Check each line of the material below for "roads", then copy the ones that contain it.

○ ○ ○ ○ ○ ○ ○

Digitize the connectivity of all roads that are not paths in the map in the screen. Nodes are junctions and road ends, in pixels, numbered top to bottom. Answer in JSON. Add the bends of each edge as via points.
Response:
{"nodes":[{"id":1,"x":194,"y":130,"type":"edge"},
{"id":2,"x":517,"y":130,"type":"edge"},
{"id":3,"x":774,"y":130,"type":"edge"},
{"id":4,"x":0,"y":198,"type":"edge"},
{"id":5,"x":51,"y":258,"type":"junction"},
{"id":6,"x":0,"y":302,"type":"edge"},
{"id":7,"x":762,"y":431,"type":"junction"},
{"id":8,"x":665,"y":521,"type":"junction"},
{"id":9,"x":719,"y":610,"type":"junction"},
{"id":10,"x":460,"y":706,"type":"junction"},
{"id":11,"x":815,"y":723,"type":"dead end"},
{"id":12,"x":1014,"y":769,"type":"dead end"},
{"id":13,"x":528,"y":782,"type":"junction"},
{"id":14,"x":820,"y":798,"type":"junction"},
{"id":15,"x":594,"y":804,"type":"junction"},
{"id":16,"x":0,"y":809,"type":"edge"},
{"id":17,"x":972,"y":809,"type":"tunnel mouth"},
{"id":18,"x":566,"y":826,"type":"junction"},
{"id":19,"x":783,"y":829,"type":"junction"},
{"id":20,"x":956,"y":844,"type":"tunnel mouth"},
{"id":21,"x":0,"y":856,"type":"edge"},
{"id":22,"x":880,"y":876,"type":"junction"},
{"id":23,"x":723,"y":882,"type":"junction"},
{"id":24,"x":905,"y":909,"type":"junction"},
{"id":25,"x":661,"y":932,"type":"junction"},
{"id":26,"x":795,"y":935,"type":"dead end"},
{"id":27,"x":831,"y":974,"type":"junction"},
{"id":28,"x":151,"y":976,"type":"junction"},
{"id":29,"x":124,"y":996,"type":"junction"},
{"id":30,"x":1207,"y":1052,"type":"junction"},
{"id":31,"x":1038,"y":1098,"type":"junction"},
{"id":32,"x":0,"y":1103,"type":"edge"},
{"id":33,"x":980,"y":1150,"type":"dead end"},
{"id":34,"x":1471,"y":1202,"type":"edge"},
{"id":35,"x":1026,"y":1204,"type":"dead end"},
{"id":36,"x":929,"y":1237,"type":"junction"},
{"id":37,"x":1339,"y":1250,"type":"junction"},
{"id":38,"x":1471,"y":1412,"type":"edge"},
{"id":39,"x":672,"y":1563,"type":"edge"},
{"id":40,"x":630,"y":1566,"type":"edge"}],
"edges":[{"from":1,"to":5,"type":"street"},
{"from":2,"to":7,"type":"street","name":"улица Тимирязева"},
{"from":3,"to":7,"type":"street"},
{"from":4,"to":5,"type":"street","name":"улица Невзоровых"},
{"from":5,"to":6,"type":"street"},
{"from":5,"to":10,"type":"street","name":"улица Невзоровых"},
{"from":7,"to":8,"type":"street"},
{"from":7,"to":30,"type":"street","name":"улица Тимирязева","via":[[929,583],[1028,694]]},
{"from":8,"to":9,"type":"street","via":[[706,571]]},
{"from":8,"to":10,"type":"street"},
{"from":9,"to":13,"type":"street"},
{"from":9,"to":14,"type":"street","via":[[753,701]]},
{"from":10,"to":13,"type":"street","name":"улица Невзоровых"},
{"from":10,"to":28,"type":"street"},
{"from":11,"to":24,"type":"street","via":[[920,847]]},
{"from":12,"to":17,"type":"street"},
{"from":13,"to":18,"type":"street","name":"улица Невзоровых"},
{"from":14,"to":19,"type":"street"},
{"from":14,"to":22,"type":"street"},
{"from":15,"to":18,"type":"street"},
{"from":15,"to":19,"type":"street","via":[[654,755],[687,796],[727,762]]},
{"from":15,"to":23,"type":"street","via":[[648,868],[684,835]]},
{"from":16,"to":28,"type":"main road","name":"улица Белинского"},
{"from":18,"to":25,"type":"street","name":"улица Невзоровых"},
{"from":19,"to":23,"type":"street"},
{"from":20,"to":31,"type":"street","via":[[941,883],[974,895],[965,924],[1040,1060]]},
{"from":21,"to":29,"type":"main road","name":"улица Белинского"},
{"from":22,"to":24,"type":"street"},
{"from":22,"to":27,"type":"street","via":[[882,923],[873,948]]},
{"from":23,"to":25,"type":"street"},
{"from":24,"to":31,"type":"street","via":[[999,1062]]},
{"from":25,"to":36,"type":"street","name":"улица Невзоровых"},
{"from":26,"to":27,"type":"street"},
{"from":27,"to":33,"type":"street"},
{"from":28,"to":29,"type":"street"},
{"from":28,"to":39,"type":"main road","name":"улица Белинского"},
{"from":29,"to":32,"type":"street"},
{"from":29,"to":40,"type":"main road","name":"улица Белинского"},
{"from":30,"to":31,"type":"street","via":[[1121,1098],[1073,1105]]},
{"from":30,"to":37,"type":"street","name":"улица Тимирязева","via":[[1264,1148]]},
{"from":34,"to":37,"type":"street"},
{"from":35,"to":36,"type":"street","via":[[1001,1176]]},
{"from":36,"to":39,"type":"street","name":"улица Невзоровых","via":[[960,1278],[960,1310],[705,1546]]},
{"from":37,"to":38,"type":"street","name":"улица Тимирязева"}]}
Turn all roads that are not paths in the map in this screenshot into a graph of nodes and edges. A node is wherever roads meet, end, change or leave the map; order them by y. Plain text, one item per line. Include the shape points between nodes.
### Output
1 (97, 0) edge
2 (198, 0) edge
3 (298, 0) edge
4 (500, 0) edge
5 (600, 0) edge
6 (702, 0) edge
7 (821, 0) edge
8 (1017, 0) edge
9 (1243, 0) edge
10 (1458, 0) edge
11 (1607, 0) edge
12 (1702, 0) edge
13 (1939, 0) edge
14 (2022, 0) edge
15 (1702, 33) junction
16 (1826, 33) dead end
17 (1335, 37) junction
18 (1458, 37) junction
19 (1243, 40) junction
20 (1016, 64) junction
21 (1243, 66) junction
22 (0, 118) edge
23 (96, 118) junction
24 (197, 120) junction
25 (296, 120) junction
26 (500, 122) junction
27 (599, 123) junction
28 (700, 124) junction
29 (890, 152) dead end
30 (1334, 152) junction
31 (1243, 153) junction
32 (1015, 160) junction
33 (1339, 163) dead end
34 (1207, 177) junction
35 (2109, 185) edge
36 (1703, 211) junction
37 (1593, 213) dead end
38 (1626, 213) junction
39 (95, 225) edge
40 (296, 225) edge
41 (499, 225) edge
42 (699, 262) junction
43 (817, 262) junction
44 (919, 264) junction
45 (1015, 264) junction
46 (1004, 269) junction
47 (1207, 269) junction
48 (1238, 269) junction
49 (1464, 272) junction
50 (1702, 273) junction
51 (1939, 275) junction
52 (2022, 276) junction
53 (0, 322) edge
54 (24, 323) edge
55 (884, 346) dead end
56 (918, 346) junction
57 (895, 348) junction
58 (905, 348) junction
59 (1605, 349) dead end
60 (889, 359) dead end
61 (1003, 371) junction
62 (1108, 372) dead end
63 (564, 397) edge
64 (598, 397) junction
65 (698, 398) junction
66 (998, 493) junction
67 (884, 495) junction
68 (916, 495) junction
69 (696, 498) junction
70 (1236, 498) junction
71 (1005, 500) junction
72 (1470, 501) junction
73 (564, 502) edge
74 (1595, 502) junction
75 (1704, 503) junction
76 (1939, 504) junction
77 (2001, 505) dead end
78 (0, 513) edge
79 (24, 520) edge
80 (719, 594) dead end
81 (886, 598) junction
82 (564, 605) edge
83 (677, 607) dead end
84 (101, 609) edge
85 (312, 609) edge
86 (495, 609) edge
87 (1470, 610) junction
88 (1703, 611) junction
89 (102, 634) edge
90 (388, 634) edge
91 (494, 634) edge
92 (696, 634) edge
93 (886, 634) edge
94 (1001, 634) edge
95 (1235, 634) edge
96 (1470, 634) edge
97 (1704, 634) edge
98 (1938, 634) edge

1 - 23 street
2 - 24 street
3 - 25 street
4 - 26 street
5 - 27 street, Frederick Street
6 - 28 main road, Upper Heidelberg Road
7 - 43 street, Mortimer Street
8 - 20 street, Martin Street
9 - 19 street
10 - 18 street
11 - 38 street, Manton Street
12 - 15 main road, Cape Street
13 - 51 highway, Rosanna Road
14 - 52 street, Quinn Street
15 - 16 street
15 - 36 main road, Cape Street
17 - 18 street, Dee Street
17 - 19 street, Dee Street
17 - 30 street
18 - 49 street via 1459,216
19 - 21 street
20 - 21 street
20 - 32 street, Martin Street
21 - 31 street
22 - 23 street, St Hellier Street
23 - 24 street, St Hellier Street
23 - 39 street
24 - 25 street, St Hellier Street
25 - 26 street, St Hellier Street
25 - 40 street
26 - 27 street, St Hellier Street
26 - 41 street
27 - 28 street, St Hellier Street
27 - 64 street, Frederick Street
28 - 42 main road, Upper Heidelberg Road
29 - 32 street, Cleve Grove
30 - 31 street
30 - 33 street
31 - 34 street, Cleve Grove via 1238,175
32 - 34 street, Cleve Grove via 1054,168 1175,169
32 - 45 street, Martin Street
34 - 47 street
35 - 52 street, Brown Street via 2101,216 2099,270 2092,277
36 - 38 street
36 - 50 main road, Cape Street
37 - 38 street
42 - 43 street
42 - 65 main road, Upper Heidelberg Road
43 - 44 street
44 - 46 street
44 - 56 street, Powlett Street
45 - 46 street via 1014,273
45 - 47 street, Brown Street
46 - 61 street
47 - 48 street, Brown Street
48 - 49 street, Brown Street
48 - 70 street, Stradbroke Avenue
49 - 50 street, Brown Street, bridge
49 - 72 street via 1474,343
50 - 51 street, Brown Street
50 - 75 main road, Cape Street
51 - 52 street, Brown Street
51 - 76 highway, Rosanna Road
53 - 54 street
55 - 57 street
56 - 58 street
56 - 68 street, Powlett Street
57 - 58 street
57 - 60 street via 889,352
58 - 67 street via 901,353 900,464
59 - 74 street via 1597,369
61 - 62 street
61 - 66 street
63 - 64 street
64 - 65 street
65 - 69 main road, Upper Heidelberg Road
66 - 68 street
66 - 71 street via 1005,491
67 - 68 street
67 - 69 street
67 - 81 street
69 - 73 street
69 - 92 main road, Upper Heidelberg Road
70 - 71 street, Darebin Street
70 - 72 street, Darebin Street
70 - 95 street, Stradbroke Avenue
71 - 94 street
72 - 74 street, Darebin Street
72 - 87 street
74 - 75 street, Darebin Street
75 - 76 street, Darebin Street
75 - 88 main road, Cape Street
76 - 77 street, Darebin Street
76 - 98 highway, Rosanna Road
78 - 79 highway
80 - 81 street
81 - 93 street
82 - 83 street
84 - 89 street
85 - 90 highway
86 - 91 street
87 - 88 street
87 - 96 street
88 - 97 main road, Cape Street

○ ○ ○ ○ ○ ○ ○

▸ SOLVED PROBLEM:
Digitize the connectivity of all roads that are not paths in the map in the screen. Nodes are junctions and road ends, in pixels, numbered top to bottom. Answer in JSON. Add the bends of each edge as via points.
Turn all roads that are not paths in the map in this screenshot into a graph of nodes and edges. A node is wherever roads meet, end, change or leave the map; order them by y. Plain text, one item per line. Include the shape points between nodes.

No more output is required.